Further, our study lingers on the question of what the affected population (“compliers”) look like, which I think helps speak to the generalizability of natural experiments like ours.

How did you conduct your research, using data from hospital admissions and releases? Physicians’ reports?

My co-author at MIT Sloan, Joe Doyle, obtained the restricted access data from the State of California that reported exact time of birth. These California data merged together information from the birth certificate with that from the hospital discharge record.

Do you have a conclusion, based on your specific study of additional significant costs for no health benefits in the case of hospital care for childbirth, that could apply to the health care system at large? 

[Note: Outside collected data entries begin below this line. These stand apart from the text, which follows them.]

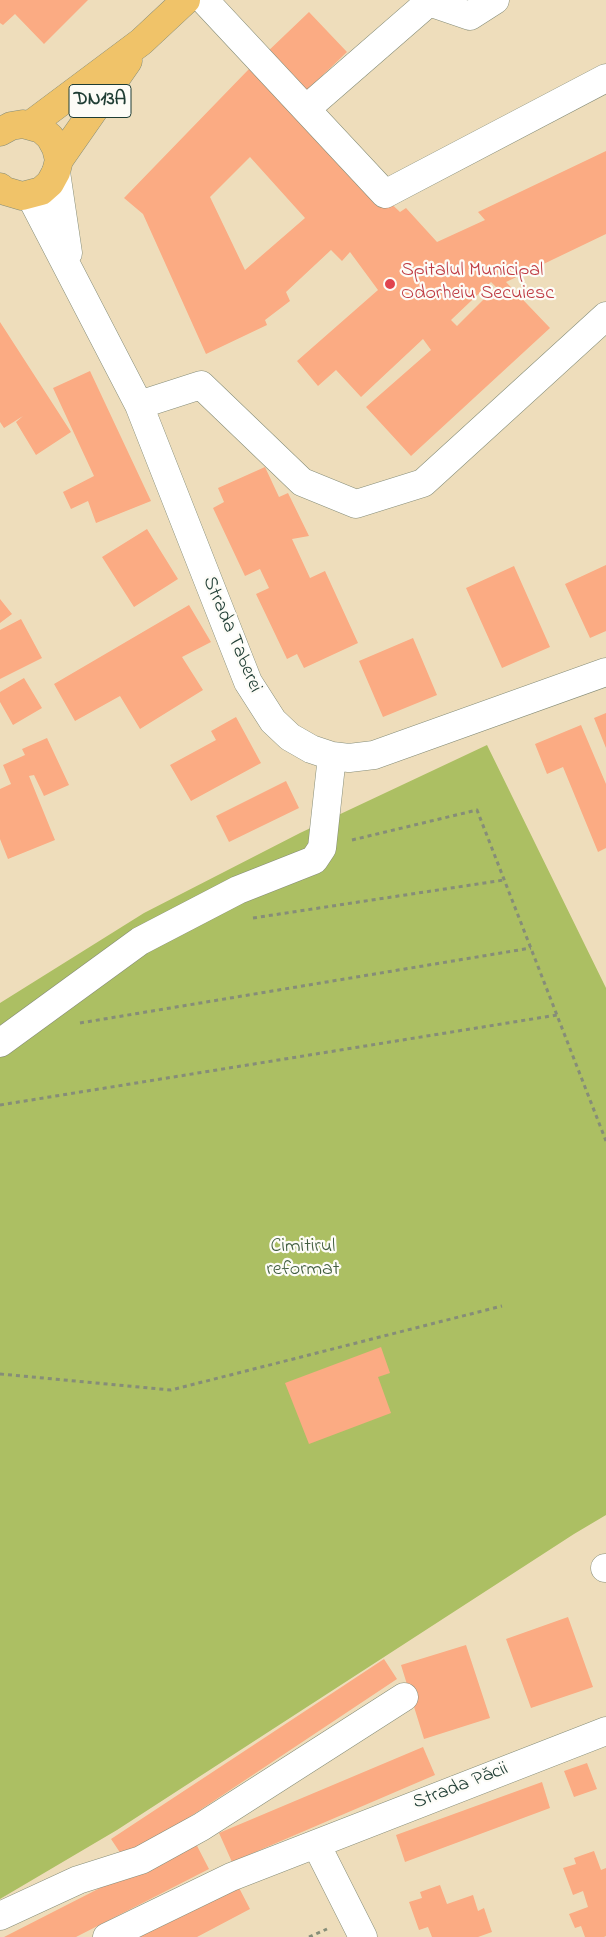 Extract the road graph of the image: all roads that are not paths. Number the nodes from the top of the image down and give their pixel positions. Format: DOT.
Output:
graph roads {
  1 [pos="186,0"];
  2 [pos="204,0"];
  3 [pos="495,0"];
  4 [pos="141,42"];
  5 [pos="606,78"];
  6 [pos="306,109"];
  7 [pos="13,124"];
  8 [pos="58,166"];
  9 [pos="11,195"];
  10 [pos="71,274"];
  11 [pos="606,316"];
  12 [pos="139,405"];
  13 [pos="606,672"];
  14 [pos="332,756"];
  15 [pos="0,1043"];
  16 [pos="404,1697"];
  17 [pos="606,1731"];
  18 [pos="316,1844"];
  19 [pos="0,1916"];
  20 [pos="107,1937"];
  21 [pos="363,1937"];
  1 -- 4 [label="main road, DN13A"];
  2 -- 6 [label="street"];
  3 -- 6 [label="street"];
  4 -- 7 [label="main road, DN13A"];
  4 -- 8 [label="main road, DN13A"];
  5 -- 6 [label="street"];
  7 -- 8 [label="main road, DN13A"];
  8 -- 9 [label="main road, DN13A"];
  8 -- 10 [label="street"];
  9 -- 10 [label="street, Strada Taberei"];
  10 -- 12 [label="street, Strada Taberei"];
  11 -- 12 [label="street"];
  12 -- 14 [label="street, Strada Taberei"];
  13 -- 14 [label="street, Strada Taberei"];
  14 -- 15 [label="street"];
  16 -- 19 [label="street"];
  17 -- 18 [label="street, Strada Păcii"];
  18 -- 20 [label="street, Strada Păcii"];
  18 -- 21 [label="street"];
}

We found that hospitals seem to do a good job of providing requisite medical care within a surprisingly short time period following routine births.  Thus, laws requiring a minimum stay length for routine childbirths appear to generate unnecessary costs.

In your opinion, how can these unnecessary costs be removed from the system? Do you have an estimate of how much these costs are, in the case of your study for example?

I think that by including the vast majority of deliveries that are routine, mandates for minimum hospital stay length were unnecessarily broad.  We estimated that the mandates have a price tag of about $1.1 billion per year (over $10 billion since 1997).

That said, there may be some important benefits of increased stay length, such as parental peace of mind, that go unobserved in our data and therefore uncounted by our analysis.